Ideally, you clone the GitHub repository via the git command in a command line on Linux and MacOS systems or via the GitHub Desktop application on Windows. On Linux, the command would look like this:

git clone https://github.com/mapme-initiative/mapme.biodiversity

We do not accept pushes to main, thus the first step would be to create a specific branch for your extension. In this tutorial, we will pretend to reimplement the soilgrids resources and the associated soilproperties indicator, so that we create a branch reflecting this. Don’t forget to check out to the newly created branch!

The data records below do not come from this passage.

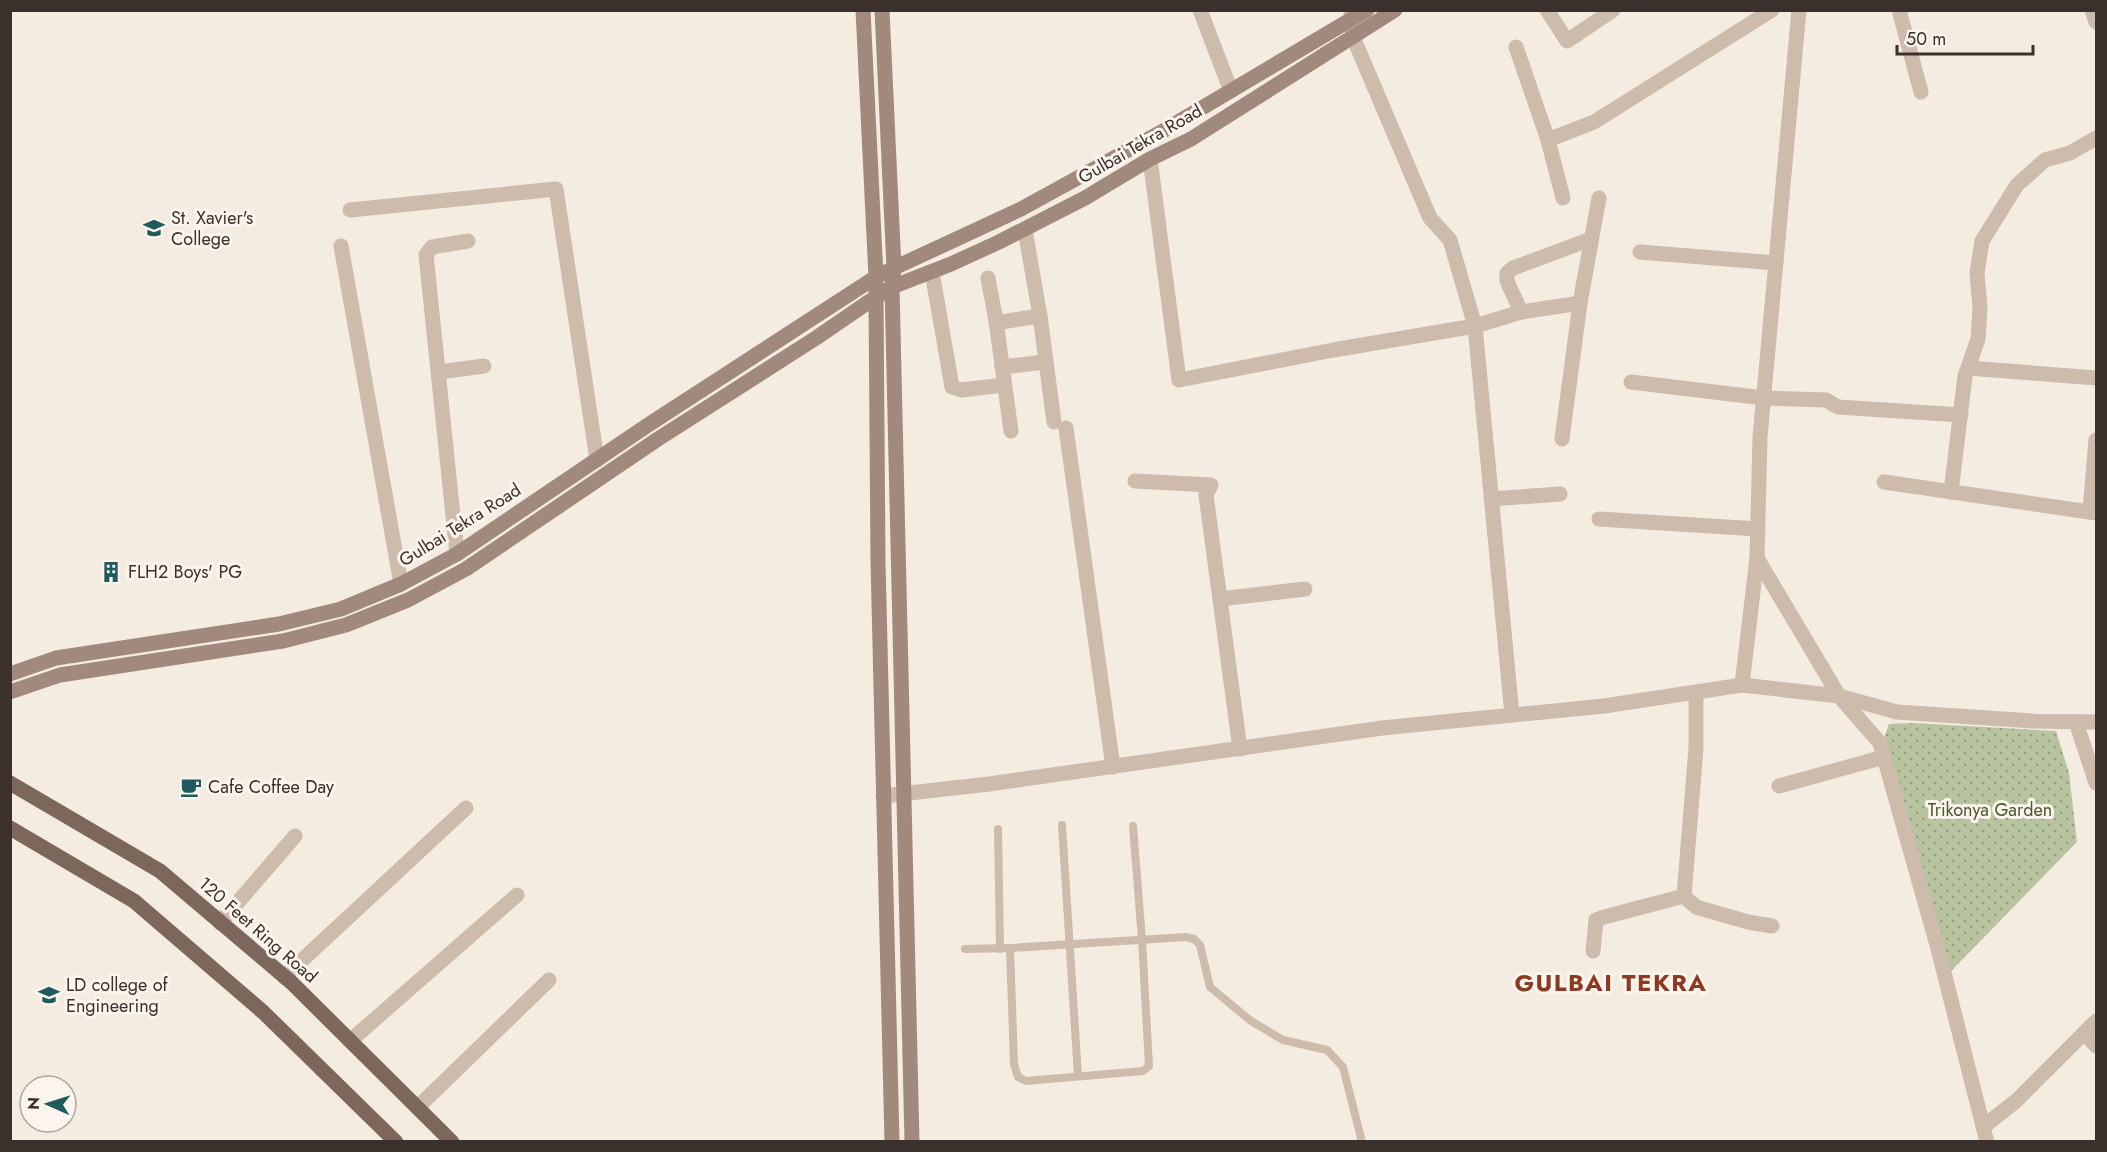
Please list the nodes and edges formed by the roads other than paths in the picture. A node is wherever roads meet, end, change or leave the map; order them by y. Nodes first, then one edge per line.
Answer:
1 (863, 10) edge
2 (882, 10) edge
3 (1200, 10) edge
4 (1367, 10) edge
5 (1395, 10) edge
6 (1547, 10) edge
7 (1613, 10) edge
8 (1772, 10) edge
9 (1799, 10) edge
10 (1899, 10) edge
11 (2092, 10) edge
12 (1351, 15) edge
13 (2097, 22) edge
14 (1353, 37) junction
15 (1516, 47) dead end
16 (1231, 91) junction
17 (1921, 92) dead end
18 (2097, 138) edge
19 (1548, 140) junction
20 (1150, 159) junction
21 (1563, 198) dead end
22 (1599, 198) dead end
23 (350, 210) dead end
24 (1025, 230) junction
25 (1591, 239) junction
26 (468, 241) dead end
27 (341, 246) dead end
28 (1640, 252) dead end
29 (1776, 263) junction
30 (894, 268) junction
31 (932, 272) junction
32 (876, 277) junction
33 (988, 278) dead end
34 (892, 287) junction
35 (876, 298) junction
36 (1580, 303) junction
37 (1521, 312) junction
38 (1040, 316) junction
39 (996, 321) junction
40 (1475, 326) junction
41 (1045, 362) junction
42 (484, 366) dead end
43 (1002, 367) junction
44 (1969, 368) junction
45 (439, 372) junction
46 (2097, 378) edge
47 (1631, 382) dead end
48 (1004, 384) junction
49 (1764, 398) junction
50 (1961, 415) junction
51 (1011, 431) dead end
52 (1562, 439) dead end
53 (2097, 440) edge
54 (597, 460) junction
55 (1135, 482) dead end
56 (1884, 482) dead end
57 (1951, 492) junction
58 (1560, 494) dead end
59 (1491, 499) junction
60 (2093, 512) edge
61 (1599, 519) dead end
62 (1758, 529) junction
63 (457, 554) junction
64 (1757, 558) junction
65 (401, 584) junction
66 (1305, 589) dead end
67 (1220, 599) junction
68 (10, 674) edge
69 (1742, 685) junction
70 (10, 692) edge
71 (1696, 693) junction
72 (1839, 696) junction
73 (1512, 715) junction
74 (2076, 722) junction
75 (2097, 722) edge
76 (1240, 749) junction
77 (1884, 757) junction
78 (1113, 767) junction
79 (10, 783) edge
80 (2097, 783) edge
81 (1779, 786) dead end
82 (904, 794) junction
83 (884, 796) junction
84 (466, 808) dead end
85 (1062, 825) dead end
86 (1133, 826) dead end
87 (10, 828) edge
88 (998, 829) dead end
89 (295, 836) dead end
90 (517, 895) dead end
91 (1684, 896) junction
92 (220, 923) junction
93 (1772, 926) dead end
94 (1142, 940) junction
95 (1069, 945) junction
96 (1010, 948) junction
97 (965, 949) dead end
98 (1000, 949) junction
99 (1593, 951) dead end
100 (284, 977) junction
101 (549, 980) dead end
102 (2097, 1021) edge
103 (2084, 1033) junction
104 (350, 1041) junction
105 (2097, 1046) edge
106 (1078, 1076) junction
107 (418, 1107) junction
108 (1985, 1134) edge
109 (396, 1142) edge
110 (452, 1142) edge
111 (892, 1142) edge
112 (912, 1142) edge
113 (1362, 1142) edge

1 - 32 main road
2 - 30 main road
3 - 16 street
4 - 12 main road, Gulbai Tekra Road
5 - 14 main road, Gulbai Tekra Road
6 - 7 street
8 - 19 street
9 - 29 street
10 - 17 street
11 - 13 street
12 - 14 street
12 - 16 main road, Gulbai Tekra Road
14 - 20 main road, Gulbai Tekra Road
14 - 40 street
15 - 19 street
16 - 30 main road, Gulbai Tekra Road
18 - 44 street
19 - 21 street
20 - 24 main road, Gulbai Tekra Road
20 - 40 street
22 - 25 street
23 - 54 street
24 - 31 main road, Gulbai Tekra Road
24 - 38 street
25 - 36 street
25 - 37 street
26 - 45 street
27 - 65 street
28 - 29 street
29 - 49 street
30 - 32 main road, Gulbai Tekra Road
30 - 34 main road
31 - 34 main road, Gulbai Tekra Road
31 - 48 street
32 - 35 main road
32 - 54 main road, Gulbai Tekra Road
33 - 39 street
34 - 35 main road, Gulbai Tekra Road
34 - 82 main road
35 - 70 main road, Gulbai Tekra Road
35 - 83 main road
36 - 37 street
36 - 52 street
37 - 40 street
38 - 39 street
38 - 41 street
39 - 43 street
40 - 59 street
41 - 43 street
41 - 78 street
42 - 45 street
43 - 48 street
44 - 46 street
44 - 50 street
45 - 63 street
47 - 49 street
48 - 51 street
49 - 50 street
49 - 62 street
50 - 57 street
53 - 60 street
54 - 63 main road, Gulbai Tekra Road
55 - 67 street
56 - 57 street
57 - 60 street
58 - 59 street
59 - 73 street
61 - 62 street
62 - 64 street
63 - 65 main road, Gulbai Tekra Road
64 - 69 street
64 - 72 street
65 - 68 main road, Gulbai Tekra Road
66 - 67 street
67 - 76 street
69 - 71 street
69 - 72 street
71 - 73 street
71 - 91 street
72 - 74 street
72 - 77 street
73 - 76 street
74 - 75 street
74 - 80 street
76 - 78 street
77 - 81 street
77 - 108 street
78 - 82 street
79 - 92 main road, 120 Feet Ring Road
82 - 83 street
82 - 112 main road
83 - 111 main road
84 - 100 street
85 - 95 lane
86 - 94 lane
87 - 109 main road
88 - 98 lane
89 - 92 street
90 - 104 street
91 - 93 street
91 - 99 street
92 - 100 main road, 120 Feet Ring Road
94 - 95 lane
94 - 106 lane
94 - 113 lane
95 - 96 lane
95 - 106 lane
96 - 98 lane
96 - 106 lane
97 - 98 lane
100 - 104 main road, 120 Feet Ring Road
101 - 107 street
102 - 103 street
103 - 105 street
103 - 108 street
104 - 107 main road, 120 Feet Ring Road
107 - 110 main road, 120 Feet Ring Road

git branch add-soilgrid-indicators
git checkout add-soilgrid-indicators

Below, we will assume that you develop your extension to the package in R Studio. The general guidelines to follow also apply if you choose different tooling for your development process, however, it will not be covered in this vignette. We assume that all R development dependencies for the state of the package when you used the git clone command are installed. The easiest way to ensure this is using devtools when in the package’s directory:

devtools::install_dev_deps()

## Adding a resource

### Checklist

• Add the new resource to R/resources_backlog.R following the standardized template
• Create a file for all necessary code to download your resource (R/get_resource_name.R)
• Include roxygen documentation for your resource following the provided template
• Check user-specified arguments (if any) for correctness
• Retrieve portfolio-wide parameters of interest for your resource from the portfolio
• Match the spatio-temporal extent of the portfolio with your resource
• Provide your own download functionality or use .download_or_skip()
• Delete any intermediate files that are no longer required
• Return the absolute file paths for all matching resource files
• Write a testthat script testing all the newly added functionality (except the actual download) and write it to test/testthat/test-get_resource_name.R
• Add a small example data set of your resource to inst/res/resource_name/
• Added a new dependency? Make sure to include a supporting statement for that dependency in your PR!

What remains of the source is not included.